▶ What you should do:
The answer should be one number: how many lines in the records below contain the word "graph".

________

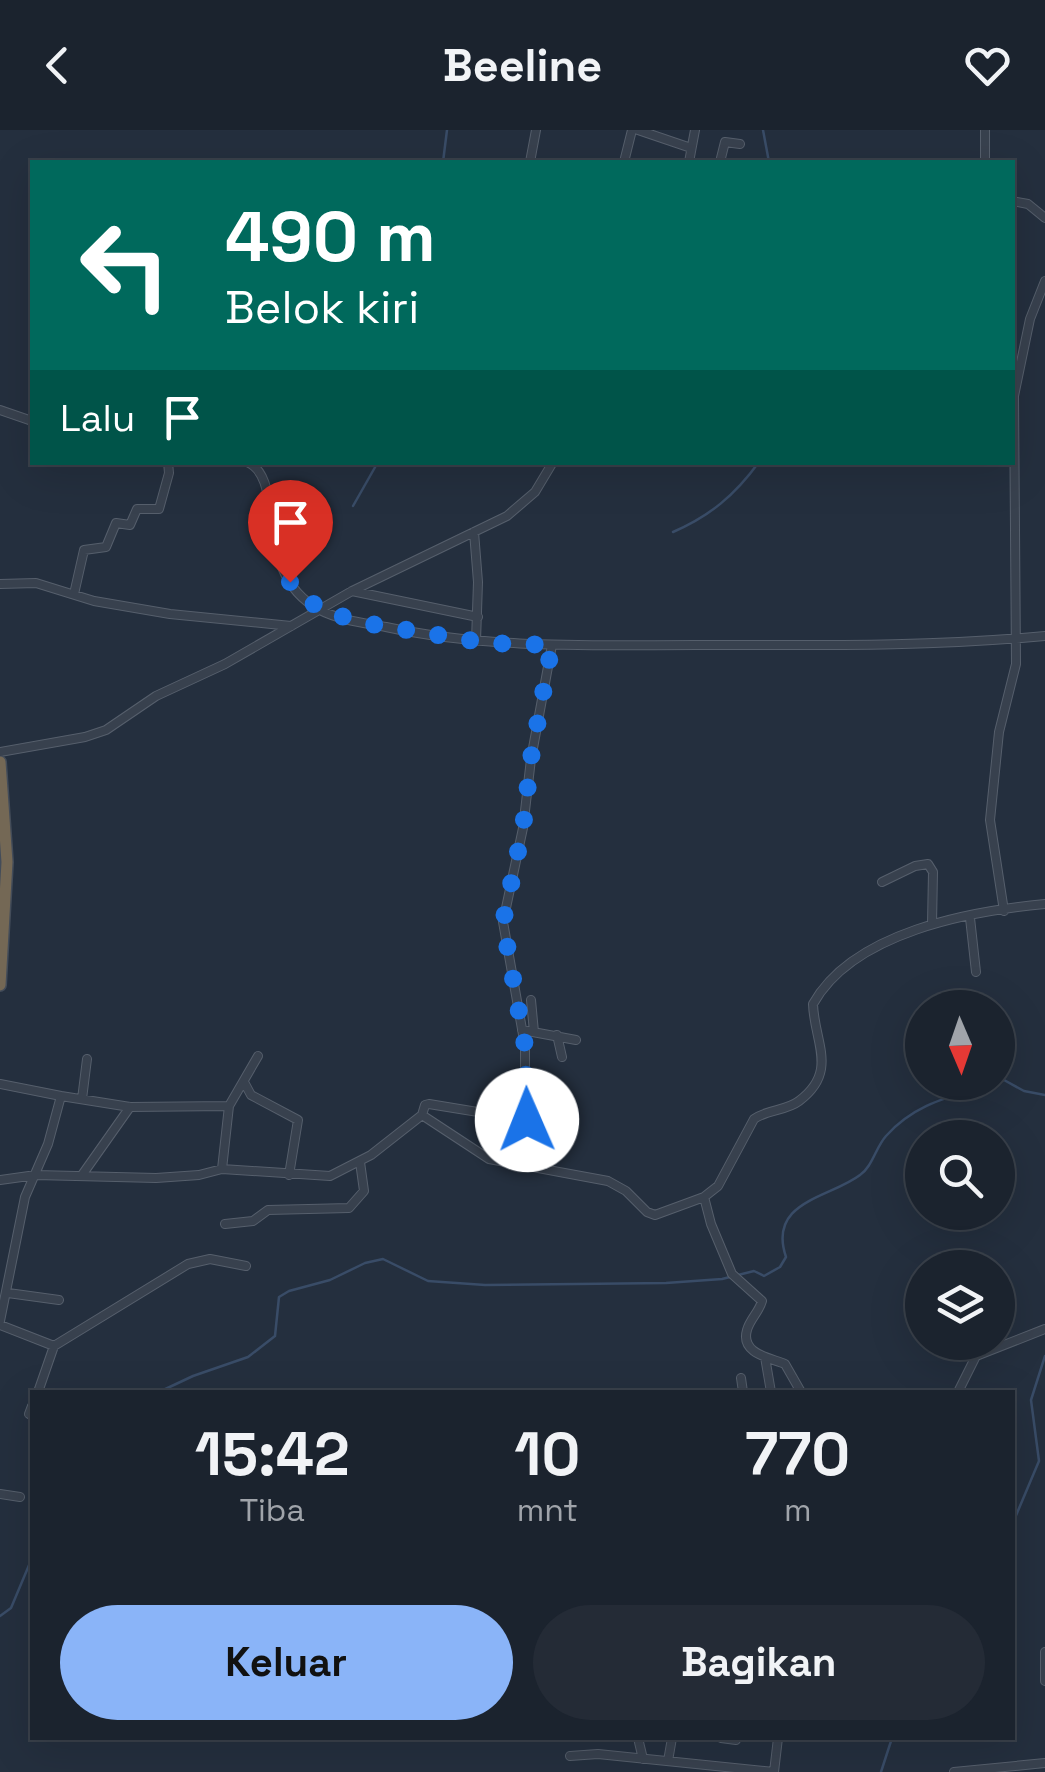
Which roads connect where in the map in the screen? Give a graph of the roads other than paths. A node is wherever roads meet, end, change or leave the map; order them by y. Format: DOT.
graph roads {
  1 [pos="536,130"];
  2 [pos="635,130"];
  3 [pos="695,130"];
  4 [pos="984,130"];
  5 [pos="740,144"];
  6 [pos="691,148"];
  7 [pos="530,160"];
  8 [pos="625,160"];
  9 [pos="689,160"];
  10 [pos="720,160"];
  11 [pos="985,160"];
  12 [pos="1015,202"];
  13 [pos="1045,218"];
  14 [pos="1045,281"];
  15 [pos="1015,391"];
  16 [pos="0,410"];
  17 [pos="30,419"];
  18 [pos="168,465"];
  19 [pos="251,465"];
  20 [pos="551,465"];
  21 [pos="1014,465"];
  22 [pos="474,532"];
  23 [pos="0,584"];
  24 [pos="352,591"];
  25 [pos="74,594"];
  26 [pos="320,610"];
  27 [pos="478,617"];
  28 [pos="291,626"];
  29 [pos="1045,636"];
  30 [pos="1014,639"];
  31 [pos="476,641"];
  32 [pos="552,645"];
  33 [pos="0,752"];
  34 [pos="0,762"];
  35 [pos="882,882"];
  36 [pos="1045,904"];
  37 [pos="1004,910"];
  38 [pos="970,918"];
  39 [pos="932,924"];
  40 [pos="976,972"];
  41 [pos="0,986"];
  42 [pos="531,1000"];
  43 [pos="522,1030"];
  44 [pos="534,1032"];
  45 [pos="556,1035"];
  46 [pos="576,1040"];
  47 [pos="258,1056"];
  48 [pos="562,1057"];
  49 [pos="88,1058"];
  50 [pos="244,1082"];
  51 [pos="0,1084"];
  52 [pos="61,1096"];
  53 [pos="82,1098"];
  54 [pos="229,1106"];
  55 [pos="130,1107"];
  56 [pos="422,1115"];
  57 [pos="527,1120"];
  58 [pos="360,1162"];
  59 [pos="525,1167"];
  60 [pos="222,1169"];
  61 [pos="36,1175"];
  62 [pos="82,1175"];
  63 [pos="288,1175"];
  64 [pos="0,1180"];
  65 [pos="704,1197"];
  66 [pos="225,1224"];
  67 [pos="246,1266"];
  68 [pos="8,1293"];
  69 [pos="59,1300"];
  70 [pos="0,1323"];
  71 [pos="1045,1330"];
  72 [pos="54,1346"];
  73 [pos="766,1357"];
  74 [pos="741,1378"];
  75 [pos="39,1390"];
  76 [pos="743,1390"];
  77 [pos="770,1390"];
  78 [pos="800,1390"];
  79 [pos="959,1390"];
  80 [pos="0,1494"];
  81 [pos="20,1497"];
  82 [pos="1045,1652"];
  83 [pos="1045,1681"];
  84 [pos="638,1740"];
  85 [pos="672,1740"];
  86 [pos="778,1740"];
  87 [pos="570,1756"];
  88 [pos="643,1759"];
  89 [pos="1045,1763"];
  90 [pos="671,1765"];
  91 [pos="980,1771"];
  92 [pos="954,1772"];
  1 -- 7 [label="street"];
  2 -- 6 [label="street"];
  2 -- 8 [label="street"];
  3 -- 6 [label="street"];
  4 -- 11 [label="street"];
  5 -- 10 [label="street"];
  6 -- 9 [label="street"];
  12 -- 13 [label="street"];
  14 -- 15 [label="street"];
  16 -- 17 [label="street"];
  18 -- 25 [label="street"];
  19 -- 26 [label="street"];
  20 -- 22 [label="street"];
  21 -- 30 [label="street"];
  22 -- 24 [label="street"];
  22 -- 27 [label="street"];
  23 -- 25 [label="street"];
  24 -- 26 [label="street"];
  24 -- 27 [label="street"];
  25 -- 28 [label="street"];
  26 -- 28 [label="street"];
  26 -- 31 [label="street"];
  27 -- 31 [label="street"];
  28 -- 33 [label="street"];
  29 -- 30 [label="street"];
  30 -- 32 [label="street"];
  30 -- 37 [label="street"];
  31 -- 32 [label="street"];
  32 -- 43 [label="street"];
  34 -- 41 [label="highway"];
  35 -- 39 [label="street"];
  36 -- 37 [label="street"];
  37 -- 38 [label="street"];
  38 -- 39 [label="street"];
  38 -- 40 [label="street"];
  39 -- 65 [label="street"];
  42 -- 44 [label="street"];
  43 -- 44 [label="street"];
  43 -- 57 [label="street"];
  44 -- 45 [label="street"];
  45 -- 46 [label="street"];
  45 -- 48 [label="street"];
  47 -- 50 [label="street"];
  49 -- 53 [label="street"];
  50 -- 54 [label="street"];
  50 -- 63 [label="street"];
  51 -- 52 [label="street"];
  52 -- 53 [label="street"];
  52 -- 61 [label="street"];
  53 -- 55 [label="street"];
  54 -- 55 [label="street"];
  54 -- 60 [label="street"];
  55 -- 62 [label="street"];
  56 -- 57 [label="street"];
  56 -- 58 [label="street"];
  56 -- 59 [label="street"];
  57 -- 59 [label="street"];
  58 -- 63 [label="street"];
  58 -- 66 [label="street"];
  59 -- 65 [label="street"];
  60 -- 62 [label="street"];
  60 -- 63 [label="street"];
  61 -- 62 [label="street"];
  61 -- 64 [label="street"];
  61 -- 68 [label="street"];
  65 -- 73 [label="street"];
  67 -- 72 [label="street"];
  68 -- 69 [label="street"];
  68 -- 70 [label="street"];
  70 -- 72 [label="street"];
  71 -- 79 [label="street"];
  72 -- 75 [label="street"];
  73 -- 77 [label="street"];
  73 -- 78 [label="street"];
  74 -- 76 [label="street"];
  80 -- 81 [label="street"];
  82 -- 83 [label="street"];
  84 -- 88 [label="street"];
  85 -- 90 [label="street"];
  86 -- 90 [label="street"];
  87 -- 88 [label="street"];
  88 -- 90 [label="street"];
  89 -- 91 [label="street"];
  91 -- 92 [label="street"];
}
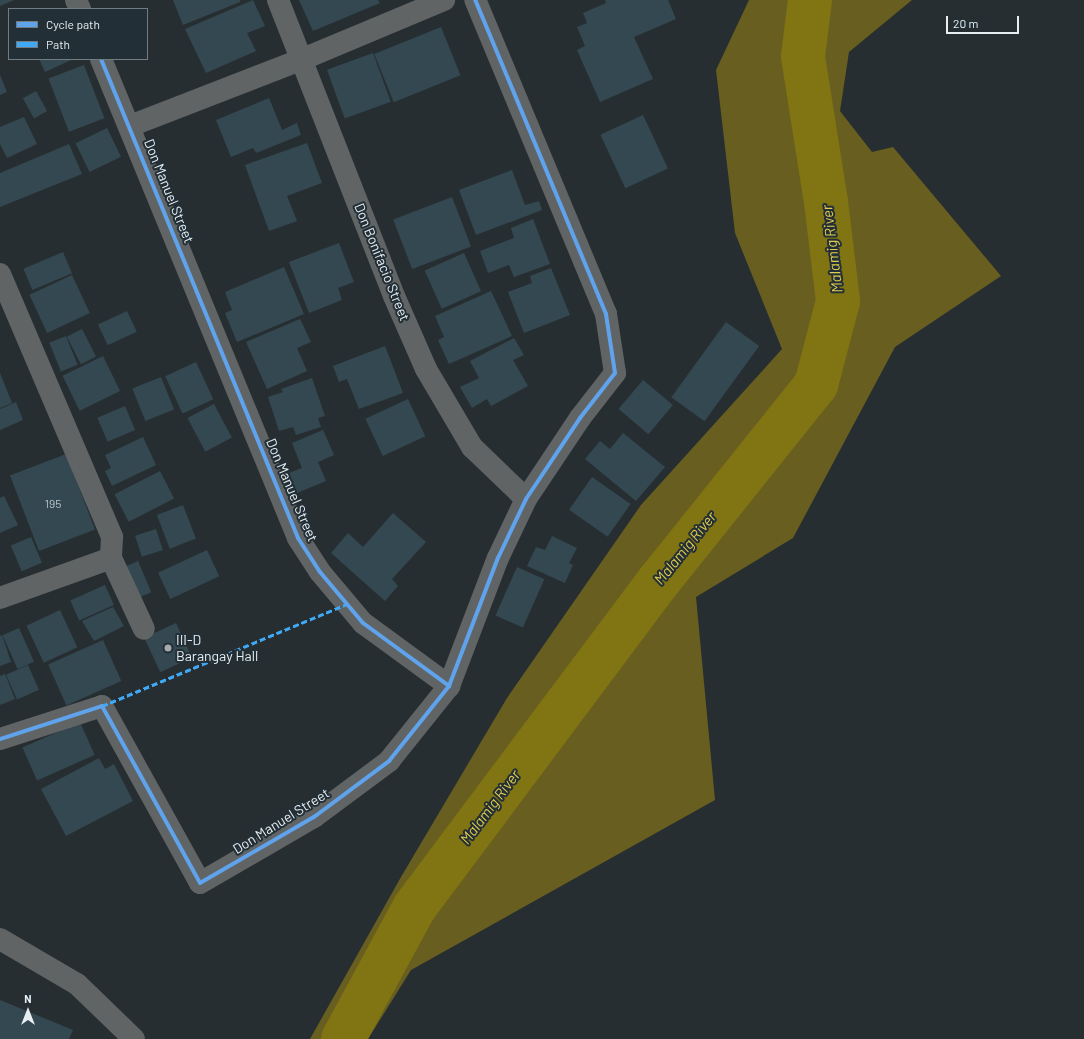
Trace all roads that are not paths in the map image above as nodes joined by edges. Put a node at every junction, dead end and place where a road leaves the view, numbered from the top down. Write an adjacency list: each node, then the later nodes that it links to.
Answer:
1 (278, 0): 4 (street, Don Bonifacio Street)
2 (444, 0): 4 (street)
3 (475, 0): 8 (street)
4 (303, 59): 6 (street); 8 (street, Don Bonifacio Street)
5 (101, 60): 6 (street, Don Manuel Street)
6 (130, 126): 12 (street, Don Manuel Street)
7 (0, 274): 9 (street)
8 (526, 499): 12 (street)
9 (111, 558): 10 (street); 11 (street)
10 (0, 598)
11 (144, 629)
12 (449, 686): 13 (street, Don Manuel Street)
13 (0, 739)
14 (0, 939): 15 (street)
15 (134, 1039)

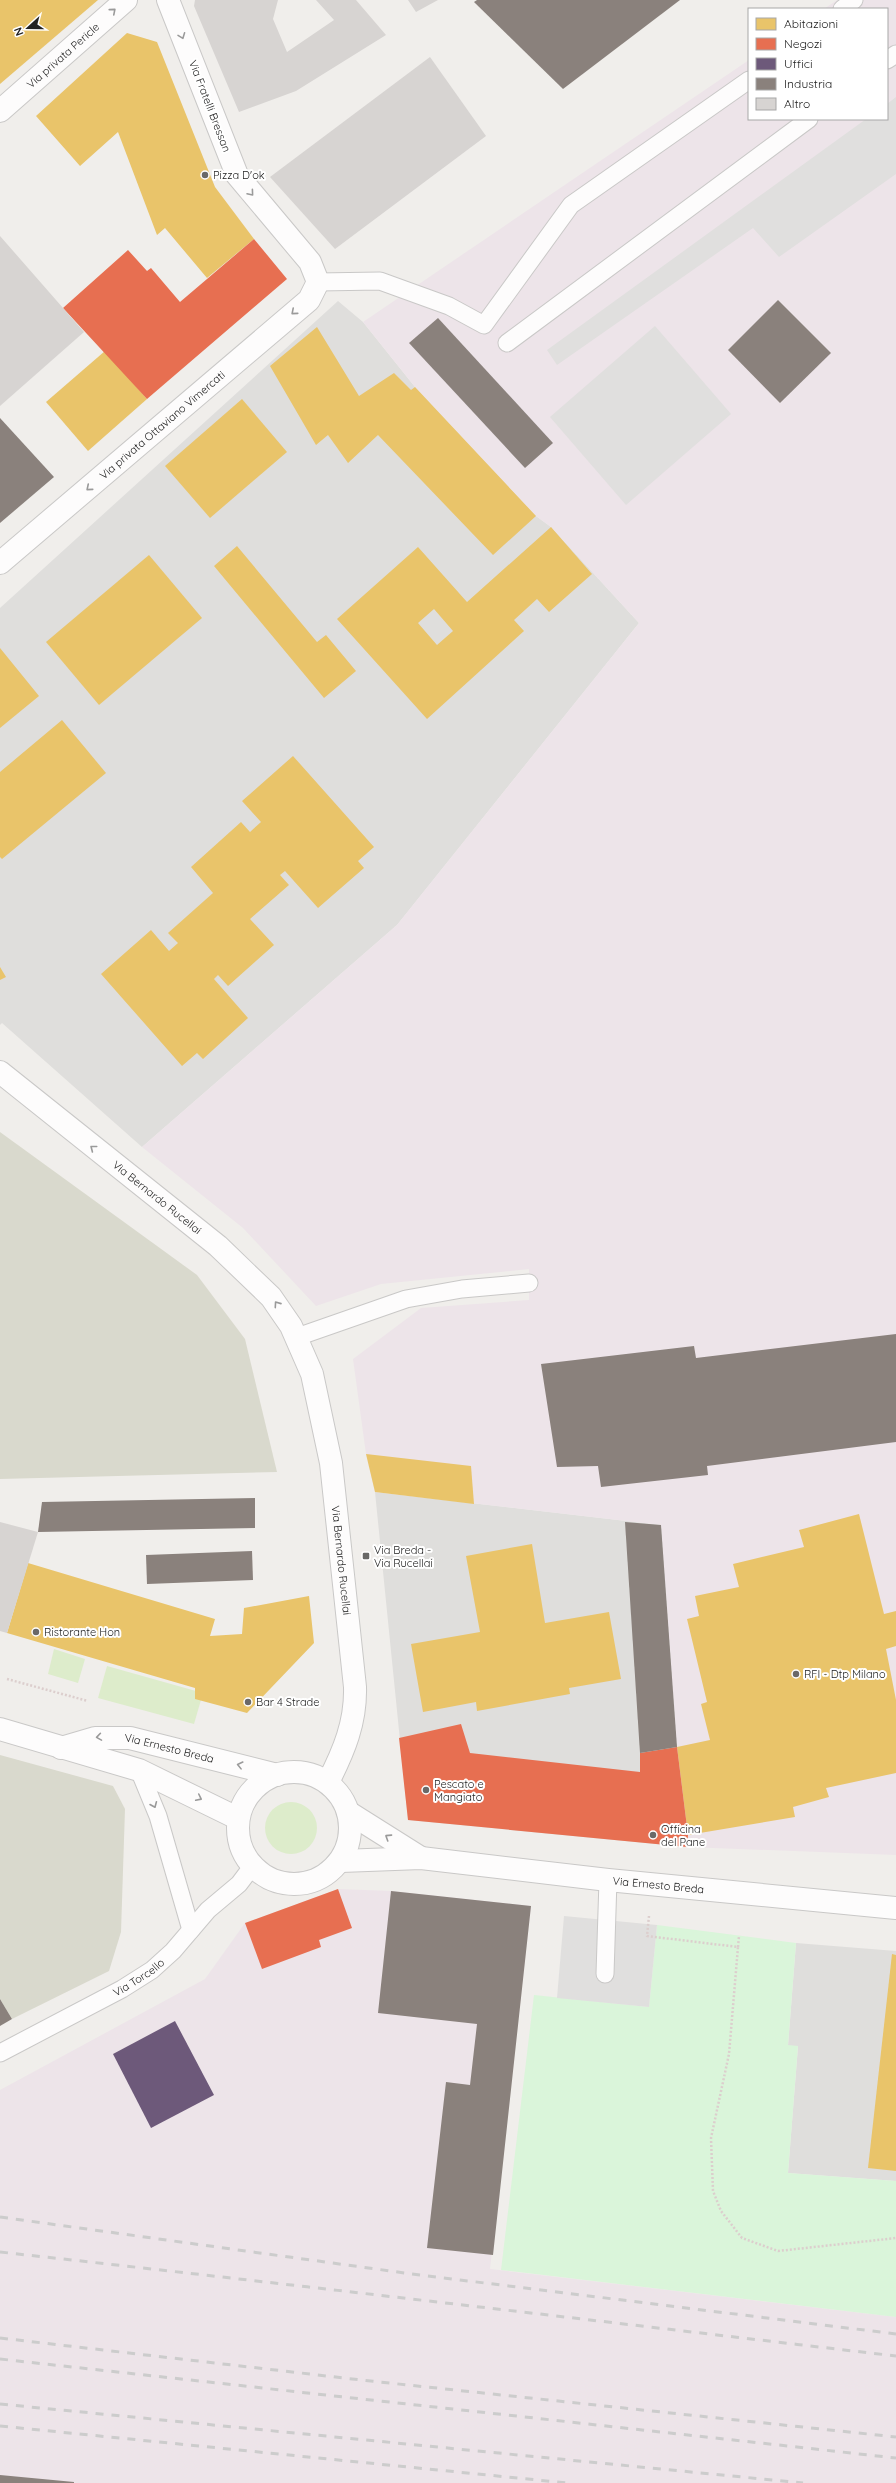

________

▶ Task result:
2